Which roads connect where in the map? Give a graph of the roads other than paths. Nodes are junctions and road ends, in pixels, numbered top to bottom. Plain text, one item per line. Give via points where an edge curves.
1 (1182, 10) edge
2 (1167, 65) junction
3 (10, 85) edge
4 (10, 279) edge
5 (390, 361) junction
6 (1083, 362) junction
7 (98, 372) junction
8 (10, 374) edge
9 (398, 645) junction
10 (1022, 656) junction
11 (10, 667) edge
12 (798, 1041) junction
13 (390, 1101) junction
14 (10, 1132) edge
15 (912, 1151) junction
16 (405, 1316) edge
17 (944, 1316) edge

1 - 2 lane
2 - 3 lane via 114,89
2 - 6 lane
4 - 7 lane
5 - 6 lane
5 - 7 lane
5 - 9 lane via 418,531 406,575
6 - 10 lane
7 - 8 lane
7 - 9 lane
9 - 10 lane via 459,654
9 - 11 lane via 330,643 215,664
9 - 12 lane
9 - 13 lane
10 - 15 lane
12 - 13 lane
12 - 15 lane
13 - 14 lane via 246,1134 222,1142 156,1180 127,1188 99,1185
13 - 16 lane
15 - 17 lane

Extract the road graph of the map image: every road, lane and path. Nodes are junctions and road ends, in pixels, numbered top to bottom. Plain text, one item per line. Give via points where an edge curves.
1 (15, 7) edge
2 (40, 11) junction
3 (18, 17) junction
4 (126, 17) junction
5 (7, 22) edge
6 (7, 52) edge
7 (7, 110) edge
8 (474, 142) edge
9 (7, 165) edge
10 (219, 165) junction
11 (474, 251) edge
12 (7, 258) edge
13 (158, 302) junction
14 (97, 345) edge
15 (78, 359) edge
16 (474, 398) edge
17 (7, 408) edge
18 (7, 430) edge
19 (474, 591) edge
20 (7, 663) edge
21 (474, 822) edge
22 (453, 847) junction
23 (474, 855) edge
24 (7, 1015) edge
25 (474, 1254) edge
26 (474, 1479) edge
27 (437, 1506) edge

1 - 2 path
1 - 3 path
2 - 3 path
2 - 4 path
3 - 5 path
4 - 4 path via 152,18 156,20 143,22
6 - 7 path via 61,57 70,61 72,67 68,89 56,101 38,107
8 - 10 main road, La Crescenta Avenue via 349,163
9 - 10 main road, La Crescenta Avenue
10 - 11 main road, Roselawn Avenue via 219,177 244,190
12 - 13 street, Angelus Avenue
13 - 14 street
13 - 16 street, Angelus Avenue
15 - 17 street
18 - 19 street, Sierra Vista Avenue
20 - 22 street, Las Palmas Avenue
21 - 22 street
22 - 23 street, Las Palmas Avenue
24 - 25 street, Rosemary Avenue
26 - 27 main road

#### [WORK TO BE COMPLETED]
Every entry must be retyped in full, exactly as given.

#### [RESPONSE TO THIS EXERCISE]
Which roads connect where in the map? Give a graph of the roads other than paths. Nodes are junctions and road ends, in pixels, numbered top to bottom. Plain text, one item per line. Give via points where an edge curves.
1 (1182, 10) edge
2 (1167, 65) junction
3 (10, 85) edge
4 (10, 279) edge
5 (390, 361) junction
6 (1083, 362) junction
7 (98, 372) junction
8 (10, 374) edge
9 (398, 645) junction
10 (1022, 656) junction
11 (10, 667) edge
12 (798, 1041) junction
13 (390, 1101) junction
14 (10, 1132) edge
15 (912, 1151) junction
16 (405, 1316) edge
17 (944, 1316) edge

1 - 2 lane
2 - 3 lane via 114,89
2 - 6 lane
4 - 7 lane
5 - 6 lane
5 - 7 lane
5 - 9 lane via 418,531 406,575
6 - 10 lane
7 - 8 lane
7 - 9 lane
9 - 10 lane via 459,654
9 - 11 lane via 330,643 215,664
9 - 12 lane
9 - 13 lane
10 - 15 lane
12 - 13 lane
12 - 15 lane
13 - 14 lane via 246,1134 222,1142 156,1180 127,1188 99,1185
13 - 16 lane
15 - 17 lane

Extract the road graph of the map image: every road, lane and path. Nodes are junctions and road ends, in pixels, numbered top to bottom. Plain text, one item per line. Give via points where an edge curves.
1 (15, 7) edge
2 (40, 11) junction
3 (18, 17) junction
4 (126, 17) junction
5 (7, 22) edge
6 (7, 52) edge
7 (7, 110) edge
8 (474, 142) edge
9 (7, 165) edge
10 (219, 165) junction
11 (474, 251) edge
12 (7, 258) edge
13 (158, 302) junction
14 (97, 345) edge
15 (78, 359) edge
16 (474, 398) edge
17 (7, 408) edge
18 (7, 430) edge
19 (474, 591) edge
20 (7, 663) edge
21 (474, 822) edge
22 (453, 847) junction
23 (474, 855) edge
24 (7, 1015) edge
25 (474, 1254) edge
26 (474, 1479) edge
27 (437, 1506) edge

1 - 2 path
1 - 3 path
2 - 3 path
2 - 4 path
3 - 5 path
4 - 4 path via 152,18 156,20 143,22
6 - 7 path via 61,57 70,61 72,67 68,89 56,101 38,107
8 - 10 main road, La Crescenta Avenue via 349,163
9 - 10 main road, La Crescenta Avenue
10 - 11 main road, Roselawn Avenue via 219,177 244,190
12 - 13 street, Angelus Avenue
13 - 14 street
13 - 16 street, Angelus Avenue
15 - 17 street
18 - 19 street, Sierra Vista Avenue
20 - 22 street, Las Palmas Avenue
21 - 22 street
22 - 23 street, Las Palmas Avenue
24 - 25 street, Rosemary Avenue
26 - 27 main road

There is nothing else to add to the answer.